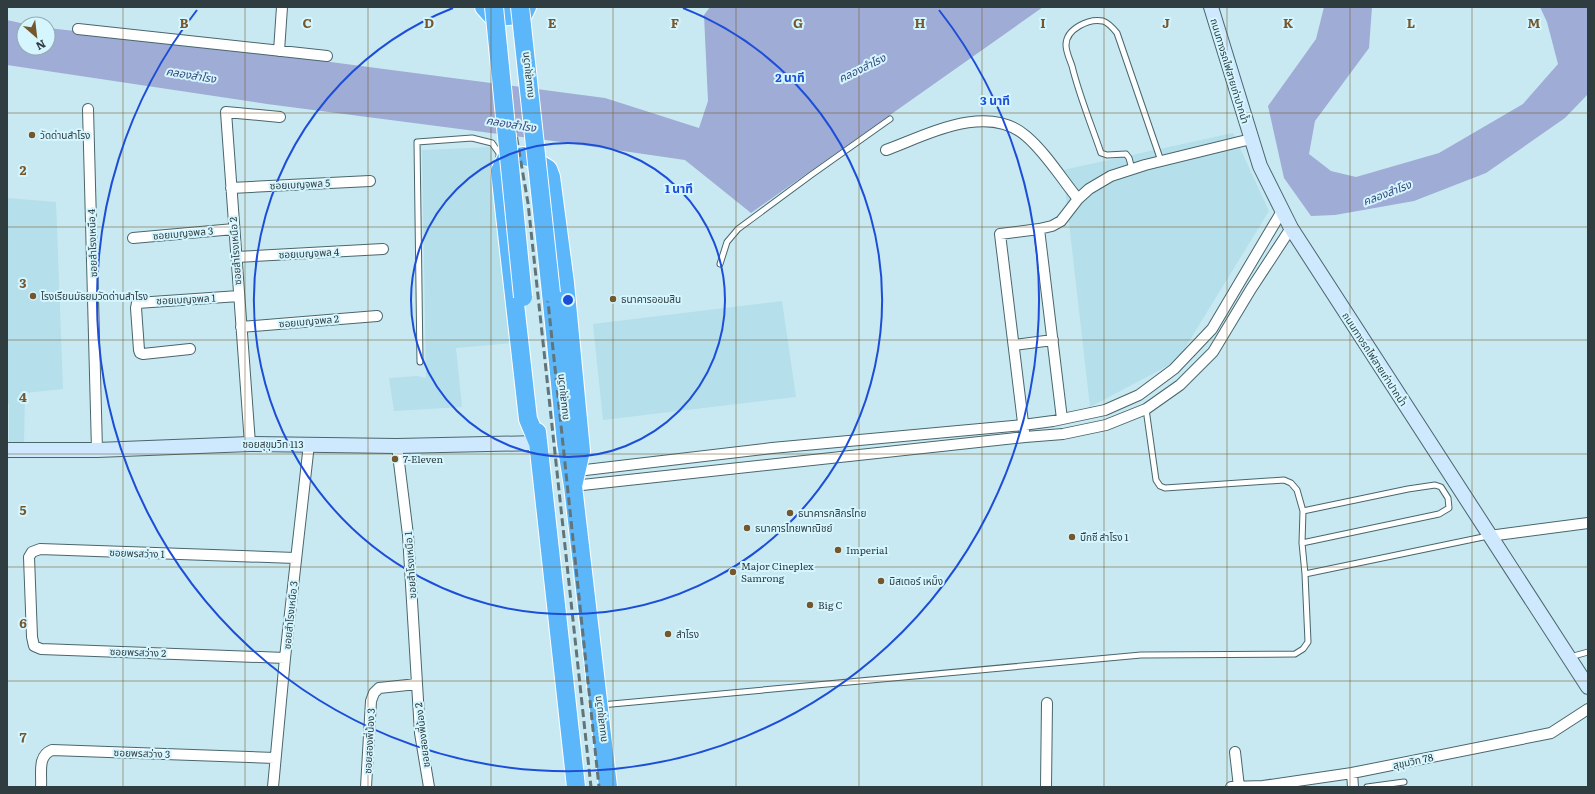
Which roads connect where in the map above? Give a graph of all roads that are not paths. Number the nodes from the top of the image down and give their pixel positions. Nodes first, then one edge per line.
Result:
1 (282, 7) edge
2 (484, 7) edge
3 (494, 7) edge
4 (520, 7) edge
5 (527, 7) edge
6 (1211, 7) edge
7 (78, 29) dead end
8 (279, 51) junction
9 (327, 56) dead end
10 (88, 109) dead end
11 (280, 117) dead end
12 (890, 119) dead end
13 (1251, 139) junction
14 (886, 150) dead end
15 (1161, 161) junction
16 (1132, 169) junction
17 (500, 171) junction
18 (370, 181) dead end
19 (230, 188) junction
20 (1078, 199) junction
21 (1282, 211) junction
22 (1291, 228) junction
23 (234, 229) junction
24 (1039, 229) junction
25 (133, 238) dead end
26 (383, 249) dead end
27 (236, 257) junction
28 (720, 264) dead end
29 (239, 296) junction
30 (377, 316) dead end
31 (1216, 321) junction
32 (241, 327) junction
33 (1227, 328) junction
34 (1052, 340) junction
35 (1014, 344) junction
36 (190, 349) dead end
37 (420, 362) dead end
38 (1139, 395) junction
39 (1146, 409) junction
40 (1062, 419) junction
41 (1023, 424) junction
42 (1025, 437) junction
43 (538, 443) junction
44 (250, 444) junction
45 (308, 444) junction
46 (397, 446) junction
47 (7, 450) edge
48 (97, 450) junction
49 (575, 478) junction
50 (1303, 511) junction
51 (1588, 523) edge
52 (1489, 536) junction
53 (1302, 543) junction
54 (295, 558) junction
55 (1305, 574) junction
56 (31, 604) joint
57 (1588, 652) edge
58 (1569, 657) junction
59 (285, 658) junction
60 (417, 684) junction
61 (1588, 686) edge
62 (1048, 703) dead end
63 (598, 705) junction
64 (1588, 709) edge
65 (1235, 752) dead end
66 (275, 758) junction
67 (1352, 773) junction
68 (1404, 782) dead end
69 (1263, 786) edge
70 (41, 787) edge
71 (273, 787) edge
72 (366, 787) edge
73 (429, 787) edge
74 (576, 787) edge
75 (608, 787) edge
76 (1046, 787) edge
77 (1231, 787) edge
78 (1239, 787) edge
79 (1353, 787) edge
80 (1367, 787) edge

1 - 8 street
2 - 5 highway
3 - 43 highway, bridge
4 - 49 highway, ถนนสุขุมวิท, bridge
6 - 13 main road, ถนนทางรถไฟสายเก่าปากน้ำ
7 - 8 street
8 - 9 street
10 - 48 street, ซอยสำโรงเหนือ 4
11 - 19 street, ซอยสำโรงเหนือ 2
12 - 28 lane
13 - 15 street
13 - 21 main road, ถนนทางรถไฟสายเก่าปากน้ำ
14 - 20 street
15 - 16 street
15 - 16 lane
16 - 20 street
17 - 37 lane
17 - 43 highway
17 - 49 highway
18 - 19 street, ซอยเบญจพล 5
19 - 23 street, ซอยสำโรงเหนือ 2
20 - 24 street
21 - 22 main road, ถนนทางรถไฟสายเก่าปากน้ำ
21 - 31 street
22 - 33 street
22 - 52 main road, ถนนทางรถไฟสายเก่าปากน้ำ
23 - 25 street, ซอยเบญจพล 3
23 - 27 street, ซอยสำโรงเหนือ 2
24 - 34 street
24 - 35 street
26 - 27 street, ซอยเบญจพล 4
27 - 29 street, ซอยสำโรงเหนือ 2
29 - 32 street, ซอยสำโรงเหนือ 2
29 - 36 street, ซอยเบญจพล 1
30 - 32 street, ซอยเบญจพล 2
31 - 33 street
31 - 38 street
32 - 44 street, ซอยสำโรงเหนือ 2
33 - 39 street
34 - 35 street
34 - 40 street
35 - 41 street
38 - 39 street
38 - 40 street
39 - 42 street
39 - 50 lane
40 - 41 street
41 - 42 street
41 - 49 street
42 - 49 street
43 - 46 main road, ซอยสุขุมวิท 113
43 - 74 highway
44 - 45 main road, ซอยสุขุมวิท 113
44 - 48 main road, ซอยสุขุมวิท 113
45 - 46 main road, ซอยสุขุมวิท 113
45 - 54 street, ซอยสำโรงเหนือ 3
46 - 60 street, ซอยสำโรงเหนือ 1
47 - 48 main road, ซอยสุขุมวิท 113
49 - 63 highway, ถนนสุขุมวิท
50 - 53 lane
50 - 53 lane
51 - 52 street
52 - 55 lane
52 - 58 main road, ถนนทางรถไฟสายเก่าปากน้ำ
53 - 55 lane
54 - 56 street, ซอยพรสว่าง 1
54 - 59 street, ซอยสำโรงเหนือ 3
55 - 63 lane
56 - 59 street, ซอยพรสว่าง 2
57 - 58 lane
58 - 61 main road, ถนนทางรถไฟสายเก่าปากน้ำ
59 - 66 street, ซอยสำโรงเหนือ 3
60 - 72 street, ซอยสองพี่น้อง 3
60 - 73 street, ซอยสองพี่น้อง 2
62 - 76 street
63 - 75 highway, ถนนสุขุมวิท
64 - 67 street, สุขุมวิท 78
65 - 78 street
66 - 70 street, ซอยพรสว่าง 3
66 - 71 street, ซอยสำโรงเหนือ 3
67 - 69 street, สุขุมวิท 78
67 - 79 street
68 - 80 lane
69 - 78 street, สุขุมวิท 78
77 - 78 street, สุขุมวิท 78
----
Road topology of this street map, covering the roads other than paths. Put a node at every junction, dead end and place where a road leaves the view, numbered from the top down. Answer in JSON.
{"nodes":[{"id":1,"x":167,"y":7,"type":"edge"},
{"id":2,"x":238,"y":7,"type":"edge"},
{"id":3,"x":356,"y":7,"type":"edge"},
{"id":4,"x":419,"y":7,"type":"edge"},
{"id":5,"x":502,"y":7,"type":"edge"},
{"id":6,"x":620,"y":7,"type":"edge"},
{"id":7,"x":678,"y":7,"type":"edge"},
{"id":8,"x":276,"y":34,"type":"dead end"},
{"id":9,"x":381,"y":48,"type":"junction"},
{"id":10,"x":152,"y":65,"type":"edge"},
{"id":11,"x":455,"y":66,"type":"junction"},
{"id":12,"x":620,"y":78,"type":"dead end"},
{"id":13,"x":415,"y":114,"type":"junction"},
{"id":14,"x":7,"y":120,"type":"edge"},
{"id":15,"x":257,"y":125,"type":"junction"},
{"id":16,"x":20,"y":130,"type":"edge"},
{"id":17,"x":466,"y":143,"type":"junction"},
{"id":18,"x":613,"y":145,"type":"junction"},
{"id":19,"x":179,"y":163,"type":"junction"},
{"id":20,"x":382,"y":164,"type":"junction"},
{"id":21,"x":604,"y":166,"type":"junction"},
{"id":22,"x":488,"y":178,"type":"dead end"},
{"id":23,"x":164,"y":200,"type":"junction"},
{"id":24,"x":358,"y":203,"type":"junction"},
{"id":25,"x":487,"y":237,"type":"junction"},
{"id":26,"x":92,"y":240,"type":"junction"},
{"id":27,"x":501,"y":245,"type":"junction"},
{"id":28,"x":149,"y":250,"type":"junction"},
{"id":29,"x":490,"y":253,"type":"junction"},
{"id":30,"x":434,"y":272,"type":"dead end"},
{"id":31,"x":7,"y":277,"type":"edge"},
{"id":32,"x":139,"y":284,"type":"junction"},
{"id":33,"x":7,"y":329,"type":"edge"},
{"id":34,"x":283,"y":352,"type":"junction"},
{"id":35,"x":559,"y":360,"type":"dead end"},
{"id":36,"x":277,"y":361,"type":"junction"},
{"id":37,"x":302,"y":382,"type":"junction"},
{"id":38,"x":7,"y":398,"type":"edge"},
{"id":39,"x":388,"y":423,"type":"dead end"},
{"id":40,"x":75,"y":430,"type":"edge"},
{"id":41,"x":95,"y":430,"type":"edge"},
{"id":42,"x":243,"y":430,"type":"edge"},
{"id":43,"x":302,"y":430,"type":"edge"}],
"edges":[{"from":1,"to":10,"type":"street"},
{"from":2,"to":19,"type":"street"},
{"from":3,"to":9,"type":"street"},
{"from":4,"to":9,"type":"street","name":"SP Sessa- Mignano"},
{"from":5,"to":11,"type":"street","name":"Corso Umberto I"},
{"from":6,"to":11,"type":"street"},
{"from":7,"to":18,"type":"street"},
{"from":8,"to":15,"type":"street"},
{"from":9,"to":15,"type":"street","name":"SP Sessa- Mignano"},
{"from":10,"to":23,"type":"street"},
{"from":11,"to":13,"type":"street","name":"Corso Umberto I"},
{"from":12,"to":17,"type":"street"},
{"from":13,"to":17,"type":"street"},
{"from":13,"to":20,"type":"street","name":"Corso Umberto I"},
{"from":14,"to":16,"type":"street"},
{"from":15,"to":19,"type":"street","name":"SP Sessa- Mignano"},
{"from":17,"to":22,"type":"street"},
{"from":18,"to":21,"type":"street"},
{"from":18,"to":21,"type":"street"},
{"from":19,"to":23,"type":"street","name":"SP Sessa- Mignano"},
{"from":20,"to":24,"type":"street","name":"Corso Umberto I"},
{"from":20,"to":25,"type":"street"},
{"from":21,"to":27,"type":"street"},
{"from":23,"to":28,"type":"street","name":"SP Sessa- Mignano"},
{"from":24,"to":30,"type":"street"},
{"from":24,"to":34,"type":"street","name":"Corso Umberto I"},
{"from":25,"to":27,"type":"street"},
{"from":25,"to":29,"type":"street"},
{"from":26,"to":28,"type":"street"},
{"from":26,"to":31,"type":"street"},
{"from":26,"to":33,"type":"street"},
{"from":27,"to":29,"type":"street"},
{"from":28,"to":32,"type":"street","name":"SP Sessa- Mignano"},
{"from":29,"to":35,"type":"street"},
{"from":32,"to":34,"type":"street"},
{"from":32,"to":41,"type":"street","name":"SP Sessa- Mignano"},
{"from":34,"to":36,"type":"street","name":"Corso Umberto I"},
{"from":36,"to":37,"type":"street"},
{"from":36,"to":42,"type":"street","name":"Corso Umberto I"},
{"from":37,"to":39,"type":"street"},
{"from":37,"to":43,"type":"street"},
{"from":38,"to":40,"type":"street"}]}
----
- **YOUR INSTRUCTIONS**: Where does the string "ซอยสำโรงเหน" appear in the records? Copy every line that holds it.

- **REPLY TO THE EXERCISE**:
10 - 48 street, ซอยสำโรงเหนือ 4
11 - 19 street, ซอยสำโรงเหนือ 2
19 - 23 street, ซอยสำโรงเหนือ 2
23 - 27 street, ซอยสำโรงเหนือ 2
27 - 29 street, ซอยสำโรงเหนือ 2
29 - 32 street, ซอยสำโรงเหนือ 2
32 - 44 street, ซอยสำโรงเหนือ 2
45 - 54 street, ซอยสำโรงเหนือ 3
46 - 60 street, ซอยสำโรงเหนือ 1
54 - 59 street, ซอยสำโรงเหนือ 3
59 - 66 street, ซอยสำโรงเหนือ 3
66 - 71 street, ซอยสำโรงเหนือ 3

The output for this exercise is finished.